Agitprop copper top bullets take a lickin' and keep on tickin.

Rodney Dill said...

You take the silver bullet and the story ends. You wake in your bed and believe whatever you want to believe. You take the gold bullete and you stay in Wonderland and I show you how deep the rabbit-hole goes.
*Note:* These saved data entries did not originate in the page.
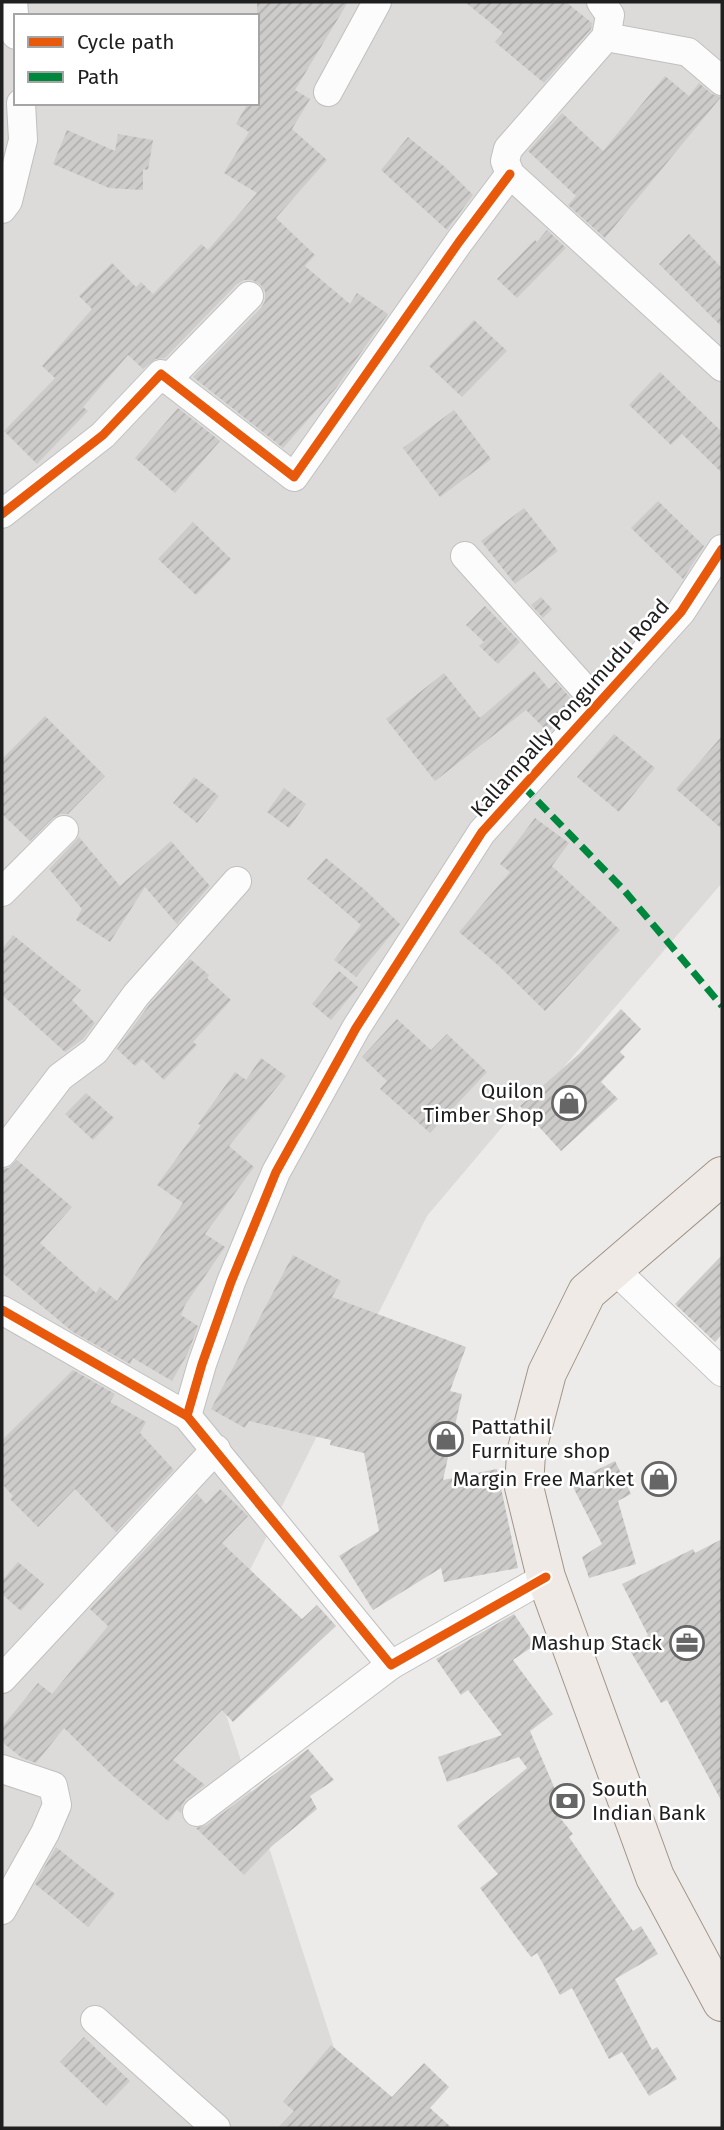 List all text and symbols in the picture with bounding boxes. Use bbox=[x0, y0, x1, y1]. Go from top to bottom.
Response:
legend bbox=[14, 14, 259, 105]
text: Cycle path bbox=[77, 29, 175, 55]
text: Path bbox=[77, 64, 119, 90]
street label: Kallampally Pongumudu Road bbox=[465, 594, 675, 822]
place label: Quilon Timber Shop bbox=[423, 1078, 544, 1128]
shop icon: Quilon Timber Shop bbox=[550, 1084, 588, 1122]
place label: Pattathil Furniture shop bbox=[471, 1414, 610, 1464]
shop icon: Pattathil Furniture shop bbox=[427, 1420, 465, 1458]
shop icon: Margin Free Market bbox=[640, 1460, 678, 1498]
place label: Margin Free Market bbox=[453, 1466, 634, 1492]
office icon: Mashup Stack bbox=[668, 1624, 706, 1662]
place label: Mashup Stack bbox=[531, 1630, 662, 1656]
place label: South Indian Bank bbox=[592, 1776, 706, 1826]
bank icon: South Indian Bank bbox=[548, 1782, 586, 1820]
(...and thanks for the 'mosqued man' endorsement SOTG)

Rodney Dill said...

The years have not been good to Christine Amanpout

(corrected)
The years have not been good to Christine Amanpour

--but I think I like the error one better.

divine miss m said...

The sad thing is, she's probably only 29.

curly said...

SOTG said:

Rodney Dill said...

"Who was that mosqued man?" <--- keeper!

That was a good one, Rodney Dill!

Curly

curly said...

“If only the stupid Yankees would dip their bullets in hogs’ blood, the insurgency would end tomorrow.”

curly said...

Watson describes “a woman with ear covers under her head scarf and a dark line on her chin making a V sign with unfired rifle bullets.”
Sherlock Holmes says: “It’s elementary, my dear Watson. A tobacco chewing, NPR-via-MP3 listening, Hilldog supporting female jihadist is signaling ‘Victory Is Near’, thanks to the anti-American actions of the Marxist/Stalinist Democratic leadership of the US Senate.”

curly said...

“Kobe: I’m open – right here between these two bullets.”

curly said...

“We are so poor that we must reuse the bullets when we play Russian Roulette.”

curly said...

“I told V the K that these were for him if he didn’t put me on Thursdays from now on.”

wacha said...

yeh , they were american soldiers, they shot me after they tried to rape me,really! but i am still a lady, truth!

curly said...

The problem with subsonic bullet design is the lack of expansion at low velocity. With single shots and revolvers, the tip can be made with exposed lead and a large hollow point cavity, but in magazine-fed firearms, the tip needs be strong enough to handle feeding pressures, which often eliminates large hollow point lead tips...

wacha said...

I played in Conan the Barbarian, i played the bad guy who transform into a snake, i have proof, look, swarzy's steroid ampoules

wacha said...

if you are not really a Reuters photografer in gonna put this bullets in your ass

Rodney Dill said...

"Yes my son's name is Mohammad Stifler, why do you ask?"